Thursday, June 04, 2015

Time for Class Action Suit Versus NUC, CLE, NLS and JAMB

"Governments are best classified by considering who the “somebodies are" they are in fact striving to satisfy."

But, it is not only governments which we should ask the question. All agencies of government and even Non-Government Organisations (NGOs), need to be asked the same question - especially when their decisions affect other citizens. The National University Commission (NUC), the Nigerian Law School (NLS), Joint Admission and Matriculation Board (JAMB), all Federal government agencies;
As well as the Council on Legal Education (CLE), which is not an agency of government combine to determine the fates of those embarking on law as a profession in Nigeria today. Perhaps the time has come when Nigerians should be asking the question: "who are the "somebodies" each of these organizations is established to satisfy?"
Just as important are the following questions: "are those the arms of society they should seek to satisfy? And are they doing it?"
One way of looking at these issues is to go outside the profession. Elsewhere, it is generally assumed that the consumers represent the "somebodies" every organization seeks to satisfy - especially when the consumer, directly or indirectly, has to pay for the goods or services provided. Since those embarking on a career in law pay for the education, starting from JAMB to the NLS, with information input from the NUC, it should be fair to assume that the consumers to be satisfied are the aspirants.

Each of these bodies is expected to organize its own aspect of the process in such a manner as to ensure fairness to all concerned. Starting with JAMB, aspirants should expect not to find listed a university whose law programme is not accredited. In the case of "provisional accreditation" candidates should also be informed how long the university had assumed that status. The reason should be clear without elaboration. Aspirants need to know the risk they are taking by applying to study law at a university without full accreditation.
In pharmaceutical Marketing this is called "full disclosure" - which is placed in every package of prescription drugs. All possible side-effects and contra-indications are spelt out. The patient takes the drugs well-aware of the risks involved. That is only ethical. Compare this with what occurs with aspirants for law education in Nigeria. A university (name withheld out of sympathy for the school) enroll students for over four years in its law programme - based on provisional approval.
JAMB lists it in its brochure without warning prospective lawyers of the status of the university. Then, totally avoidable disaster occurs. In the middle of the fourth year, the NUC asked the university to close down its law programme. Several hundred students suddenly find, to their horror, that they were never law students all along. Where does a Level-400 student start all over again? Would the university refund ALL the tuition, and other fees collected from the victims of what, in effect, was a grand scam?

Who will pay for this? Only a totally unethical society would expect the victims to accept their losses as an act of God when every step of the way to this tragedy was paved with wilful conduct by government officials.

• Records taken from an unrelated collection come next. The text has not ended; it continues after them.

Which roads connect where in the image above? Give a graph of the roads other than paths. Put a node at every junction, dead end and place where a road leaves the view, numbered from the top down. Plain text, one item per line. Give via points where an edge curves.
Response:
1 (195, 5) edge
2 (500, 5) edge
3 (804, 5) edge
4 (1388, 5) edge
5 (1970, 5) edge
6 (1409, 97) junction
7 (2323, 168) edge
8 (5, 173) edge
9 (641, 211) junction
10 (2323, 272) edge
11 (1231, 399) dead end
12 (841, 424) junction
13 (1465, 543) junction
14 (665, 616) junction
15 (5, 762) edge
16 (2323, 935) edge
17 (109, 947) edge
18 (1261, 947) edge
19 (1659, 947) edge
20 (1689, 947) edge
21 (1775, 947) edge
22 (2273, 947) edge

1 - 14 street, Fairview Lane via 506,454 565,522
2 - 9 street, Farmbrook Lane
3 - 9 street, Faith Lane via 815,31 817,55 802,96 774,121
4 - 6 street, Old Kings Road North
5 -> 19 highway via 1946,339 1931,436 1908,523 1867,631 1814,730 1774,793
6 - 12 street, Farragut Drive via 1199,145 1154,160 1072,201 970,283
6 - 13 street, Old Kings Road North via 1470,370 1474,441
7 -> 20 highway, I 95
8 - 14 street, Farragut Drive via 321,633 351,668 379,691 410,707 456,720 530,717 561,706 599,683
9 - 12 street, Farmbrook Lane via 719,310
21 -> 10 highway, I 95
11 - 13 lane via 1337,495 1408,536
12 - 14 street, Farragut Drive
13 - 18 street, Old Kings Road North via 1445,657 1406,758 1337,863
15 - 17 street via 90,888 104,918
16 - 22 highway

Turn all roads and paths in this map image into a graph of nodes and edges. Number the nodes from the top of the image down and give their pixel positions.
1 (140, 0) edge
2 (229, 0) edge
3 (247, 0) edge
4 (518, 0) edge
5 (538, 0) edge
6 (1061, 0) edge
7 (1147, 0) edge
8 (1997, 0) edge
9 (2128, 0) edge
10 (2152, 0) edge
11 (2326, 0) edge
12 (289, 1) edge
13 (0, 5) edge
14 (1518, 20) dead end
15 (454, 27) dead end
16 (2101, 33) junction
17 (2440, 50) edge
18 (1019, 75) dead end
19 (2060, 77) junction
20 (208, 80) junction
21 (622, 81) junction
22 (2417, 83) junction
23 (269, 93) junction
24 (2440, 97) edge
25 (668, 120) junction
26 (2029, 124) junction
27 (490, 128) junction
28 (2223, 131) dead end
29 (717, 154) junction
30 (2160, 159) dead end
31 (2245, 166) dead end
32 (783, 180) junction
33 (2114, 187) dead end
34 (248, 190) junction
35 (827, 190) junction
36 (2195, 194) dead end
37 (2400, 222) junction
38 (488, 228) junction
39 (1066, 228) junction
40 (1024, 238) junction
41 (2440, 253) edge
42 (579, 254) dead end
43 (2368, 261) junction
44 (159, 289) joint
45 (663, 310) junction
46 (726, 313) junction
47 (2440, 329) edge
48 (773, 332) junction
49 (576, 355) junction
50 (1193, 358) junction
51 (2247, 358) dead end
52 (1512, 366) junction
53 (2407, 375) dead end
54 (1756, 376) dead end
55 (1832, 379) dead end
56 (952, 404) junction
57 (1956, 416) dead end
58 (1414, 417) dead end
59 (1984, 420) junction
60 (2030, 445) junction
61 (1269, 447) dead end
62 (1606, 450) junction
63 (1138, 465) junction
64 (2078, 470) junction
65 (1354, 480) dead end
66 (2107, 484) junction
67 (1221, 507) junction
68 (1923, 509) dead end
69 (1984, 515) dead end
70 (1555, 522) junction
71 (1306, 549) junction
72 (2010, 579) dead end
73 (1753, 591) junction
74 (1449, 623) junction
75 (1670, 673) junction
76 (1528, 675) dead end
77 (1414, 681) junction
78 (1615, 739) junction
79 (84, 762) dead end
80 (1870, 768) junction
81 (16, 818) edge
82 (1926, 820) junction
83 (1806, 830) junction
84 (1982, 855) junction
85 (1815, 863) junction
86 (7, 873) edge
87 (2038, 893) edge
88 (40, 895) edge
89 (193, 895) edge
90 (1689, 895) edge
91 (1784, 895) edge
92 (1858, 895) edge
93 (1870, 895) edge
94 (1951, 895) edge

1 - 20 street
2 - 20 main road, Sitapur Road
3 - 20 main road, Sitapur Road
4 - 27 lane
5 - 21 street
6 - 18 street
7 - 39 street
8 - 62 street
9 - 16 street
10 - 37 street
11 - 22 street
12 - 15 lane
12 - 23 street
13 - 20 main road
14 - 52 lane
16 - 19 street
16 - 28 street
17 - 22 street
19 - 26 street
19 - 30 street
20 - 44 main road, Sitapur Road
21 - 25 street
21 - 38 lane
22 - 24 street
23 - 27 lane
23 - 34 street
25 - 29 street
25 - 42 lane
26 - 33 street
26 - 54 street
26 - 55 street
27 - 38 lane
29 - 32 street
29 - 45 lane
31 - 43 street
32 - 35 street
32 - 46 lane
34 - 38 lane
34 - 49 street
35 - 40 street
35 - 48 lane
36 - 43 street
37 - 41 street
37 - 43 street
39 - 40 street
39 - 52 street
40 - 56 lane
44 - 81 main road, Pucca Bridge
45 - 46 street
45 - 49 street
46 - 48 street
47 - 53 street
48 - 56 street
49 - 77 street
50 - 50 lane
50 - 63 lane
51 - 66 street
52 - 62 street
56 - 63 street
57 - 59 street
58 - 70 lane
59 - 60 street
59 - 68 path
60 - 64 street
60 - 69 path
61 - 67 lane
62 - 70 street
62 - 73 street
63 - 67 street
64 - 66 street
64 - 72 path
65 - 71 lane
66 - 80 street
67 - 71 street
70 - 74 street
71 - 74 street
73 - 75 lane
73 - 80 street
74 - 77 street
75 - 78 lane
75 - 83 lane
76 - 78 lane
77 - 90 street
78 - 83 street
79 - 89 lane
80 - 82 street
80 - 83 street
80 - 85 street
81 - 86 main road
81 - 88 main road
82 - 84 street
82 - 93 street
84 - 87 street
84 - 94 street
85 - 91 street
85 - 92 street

If JAMB was derelict in its duties, NUC is worse. Again, one should ask: who are the "somebodies" the Commission wants to satisfy? The calamity which the NOUN episode represents is only a tip of the ice berg where NUC's contribution to the destruction of university education is concerned.
Accreditation, which should have been a professional exercise sometimes has become a goldmine for those sent to conduct the exercise. The Nigerian Factor crept in years ago and it has never left. Last year, I visited one of the newly approved private universities. 
Conducted round the various prospective faculties, the science departments were of the greatest concern to me. In the process, I was introduced to the person charged with equipping the laboratories - who was too eager to show me the museum pieces he called "ultra-modern".
Like a grown up man who stubbed his toe on a hoe, in front of younger people, seeing that "ultra-modern" laboratory, hurt so much to laugh, but I was also too old to cry. So, it is not the accreditation of law programmes of universities that needs review; it is the entire process of accreditation to stop Nigerian universities from sending out graduates employers condemn as unemployable.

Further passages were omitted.